[What is expected] Where in the data below does the word "Include" appear? Copy each line that holds it.
--- Listed records Enclosed Below ---
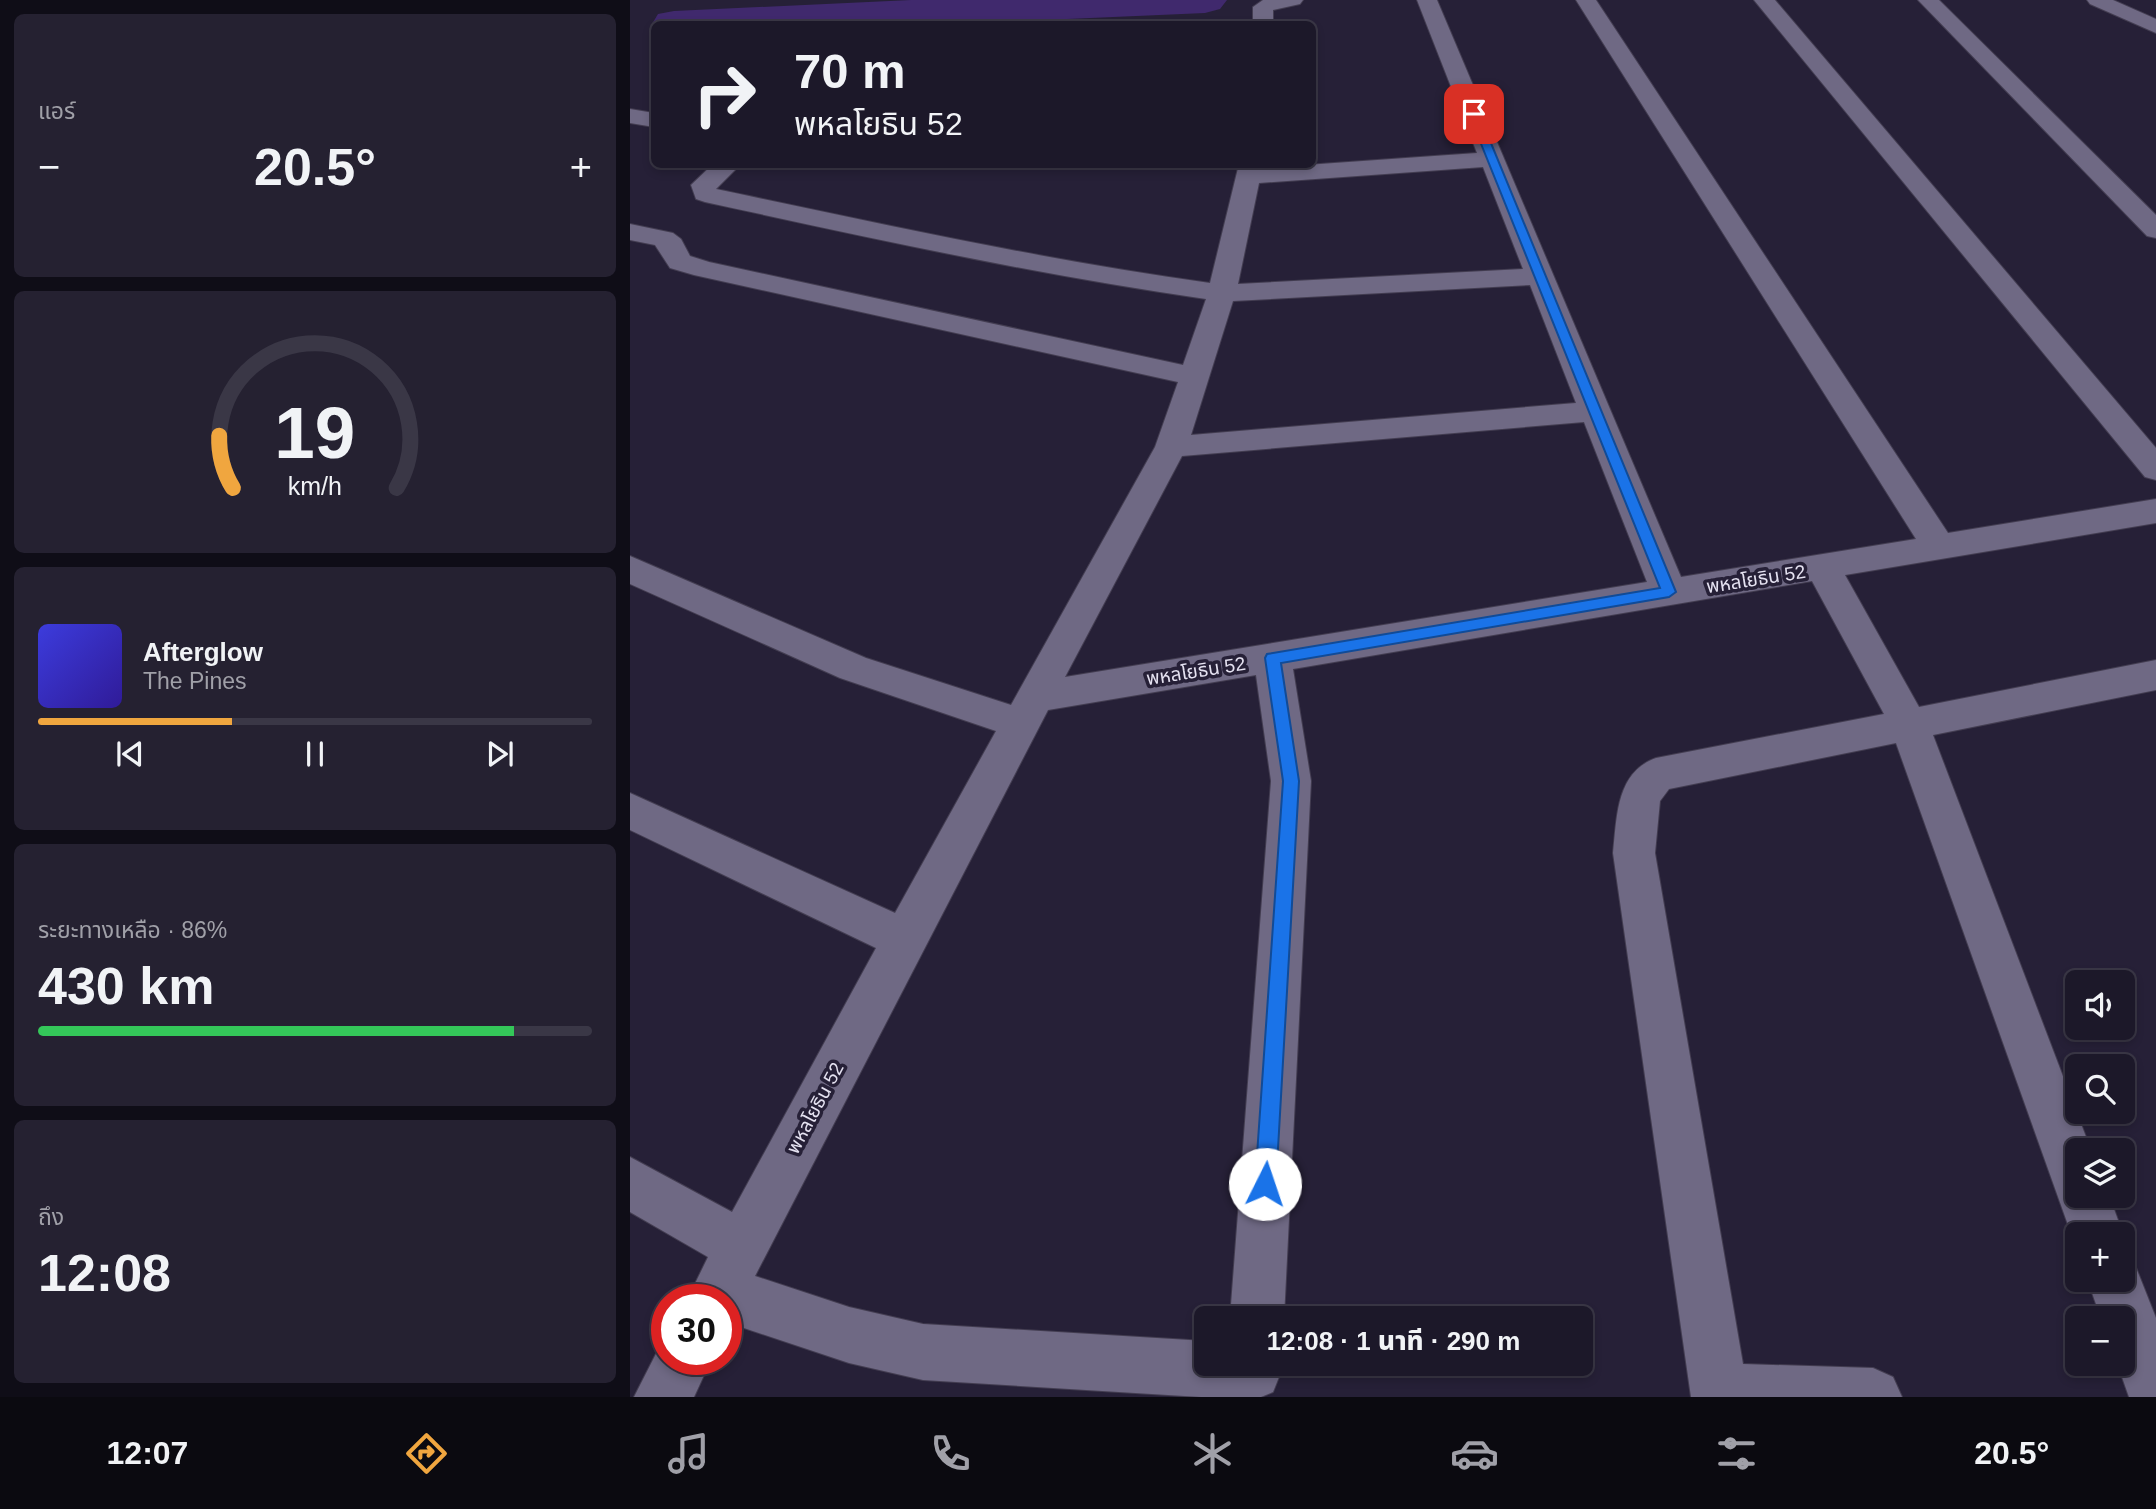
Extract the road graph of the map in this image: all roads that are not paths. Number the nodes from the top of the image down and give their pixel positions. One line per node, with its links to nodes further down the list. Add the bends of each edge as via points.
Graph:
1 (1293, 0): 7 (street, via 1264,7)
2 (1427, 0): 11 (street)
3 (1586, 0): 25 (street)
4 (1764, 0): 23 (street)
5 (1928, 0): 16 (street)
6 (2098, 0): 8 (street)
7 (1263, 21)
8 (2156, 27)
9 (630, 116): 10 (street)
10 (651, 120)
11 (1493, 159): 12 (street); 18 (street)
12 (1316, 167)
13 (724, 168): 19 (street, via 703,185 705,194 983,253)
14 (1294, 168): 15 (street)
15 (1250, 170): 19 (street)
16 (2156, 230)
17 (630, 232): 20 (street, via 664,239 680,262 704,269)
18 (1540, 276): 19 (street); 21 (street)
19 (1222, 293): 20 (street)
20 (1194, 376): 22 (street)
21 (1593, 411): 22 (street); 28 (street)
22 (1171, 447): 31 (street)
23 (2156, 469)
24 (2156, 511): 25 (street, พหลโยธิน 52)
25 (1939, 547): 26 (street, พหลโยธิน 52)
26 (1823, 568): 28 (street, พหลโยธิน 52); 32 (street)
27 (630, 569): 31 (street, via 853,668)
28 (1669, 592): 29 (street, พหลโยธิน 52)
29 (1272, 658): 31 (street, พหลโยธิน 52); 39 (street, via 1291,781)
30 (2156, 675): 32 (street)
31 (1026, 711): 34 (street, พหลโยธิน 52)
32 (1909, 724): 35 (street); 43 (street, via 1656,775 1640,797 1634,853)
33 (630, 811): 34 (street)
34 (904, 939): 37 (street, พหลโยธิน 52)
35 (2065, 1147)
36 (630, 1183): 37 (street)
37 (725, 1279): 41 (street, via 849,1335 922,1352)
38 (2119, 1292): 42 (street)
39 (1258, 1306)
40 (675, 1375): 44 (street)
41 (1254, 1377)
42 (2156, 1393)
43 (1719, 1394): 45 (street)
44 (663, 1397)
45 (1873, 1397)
--- End of Enclosed Listed records ---
--- Listed records Enclosed Below ---
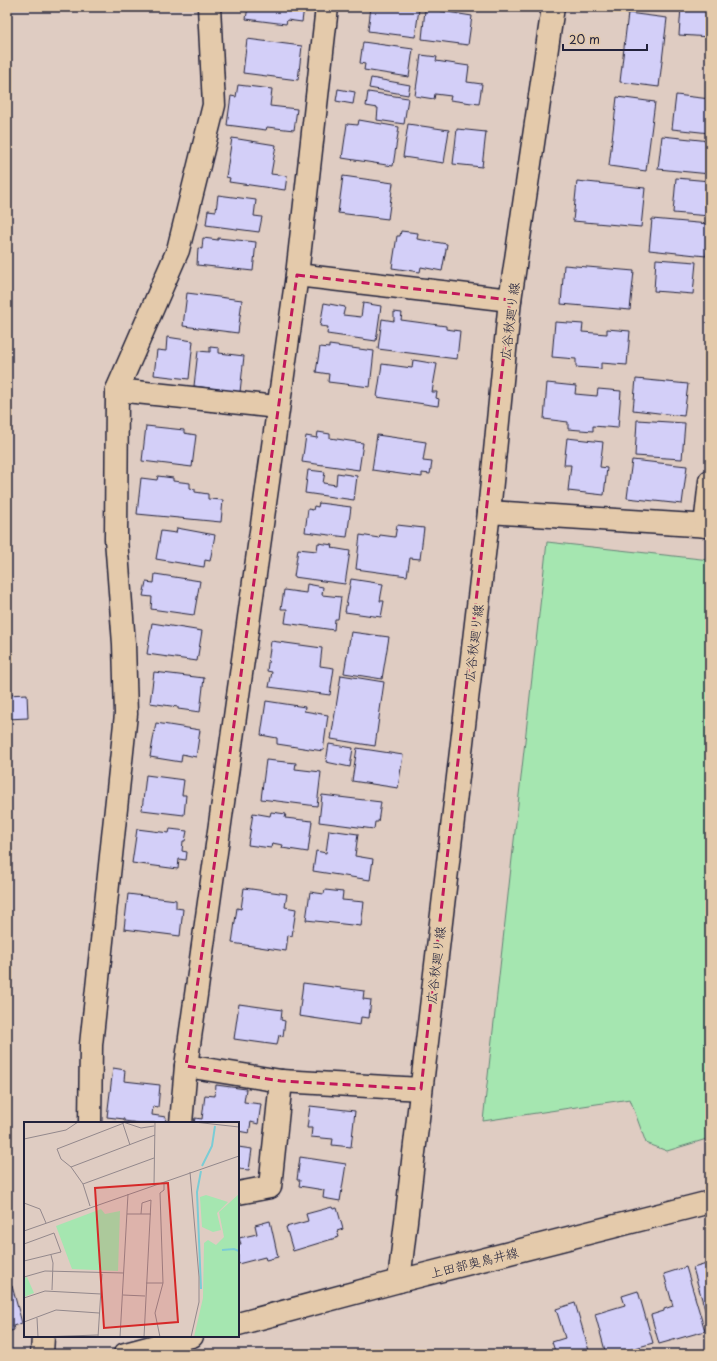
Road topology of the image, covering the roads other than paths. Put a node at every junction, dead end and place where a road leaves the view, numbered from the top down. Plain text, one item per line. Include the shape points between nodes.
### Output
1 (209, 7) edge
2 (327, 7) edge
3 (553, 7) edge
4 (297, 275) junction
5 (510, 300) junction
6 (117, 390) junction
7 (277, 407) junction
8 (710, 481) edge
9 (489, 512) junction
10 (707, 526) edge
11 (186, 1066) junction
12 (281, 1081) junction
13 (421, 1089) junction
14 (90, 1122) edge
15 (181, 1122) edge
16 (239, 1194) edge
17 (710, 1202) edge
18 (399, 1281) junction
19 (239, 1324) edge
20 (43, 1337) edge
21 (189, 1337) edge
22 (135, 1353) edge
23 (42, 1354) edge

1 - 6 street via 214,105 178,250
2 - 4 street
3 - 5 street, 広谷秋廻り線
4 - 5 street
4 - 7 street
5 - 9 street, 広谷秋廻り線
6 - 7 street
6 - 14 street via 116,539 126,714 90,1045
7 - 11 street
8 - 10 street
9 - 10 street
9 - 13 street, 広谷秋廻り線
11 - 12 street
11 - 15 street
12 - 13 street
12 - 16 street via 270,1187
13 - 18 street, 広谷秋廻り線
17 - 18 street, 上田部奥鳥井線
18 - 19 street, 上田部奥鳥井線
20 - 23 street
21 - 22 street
--- End of Enclosed Listed records ---
--- Listed records Enclosed Below ---
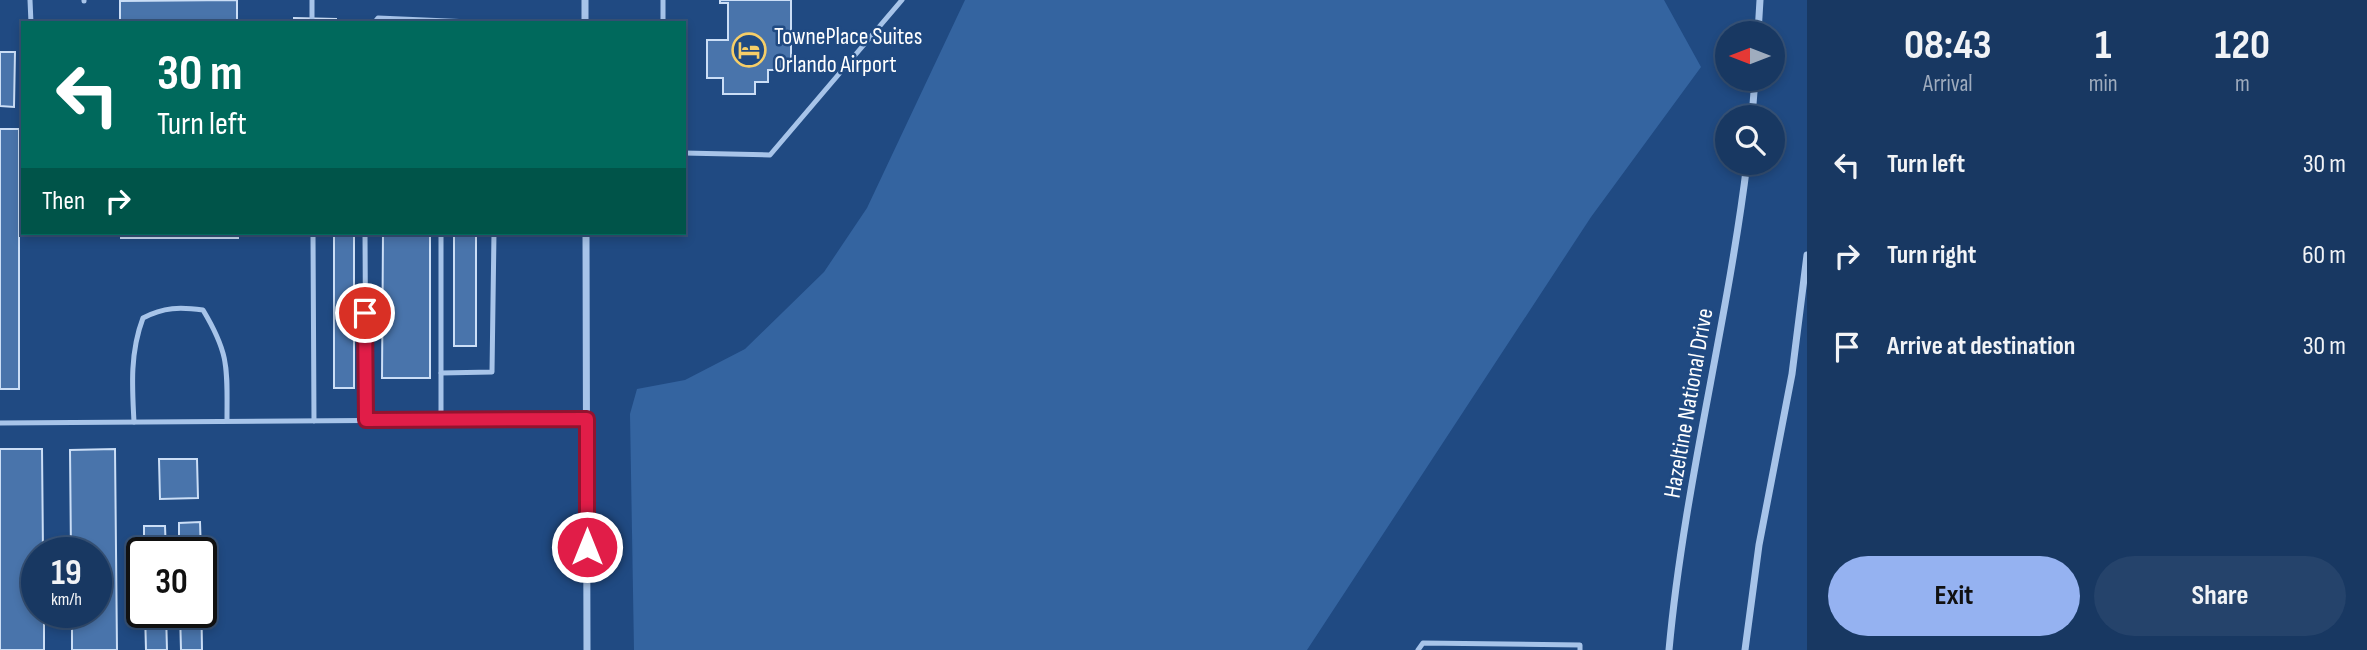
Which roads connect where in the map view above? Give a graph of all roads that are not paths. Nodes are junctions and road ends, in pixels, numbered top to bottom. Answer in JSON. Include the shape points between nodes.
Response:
--- End of Enclosed Listed records ---
[Solution to this problem]
Road topology of the image, covering the roads other than paths. Put a node at every junction, dead end and place where a road leaves the view, numbered from the top down. Plain text, one item per line. Include the shape points between nodes.
Which roads connect where in the map view above? Give a graph of all roads that are not paths. Nodes are junctions and road ends, in pixels, numbered top to bottom. Answer in JSON. Include the shape points between nodes.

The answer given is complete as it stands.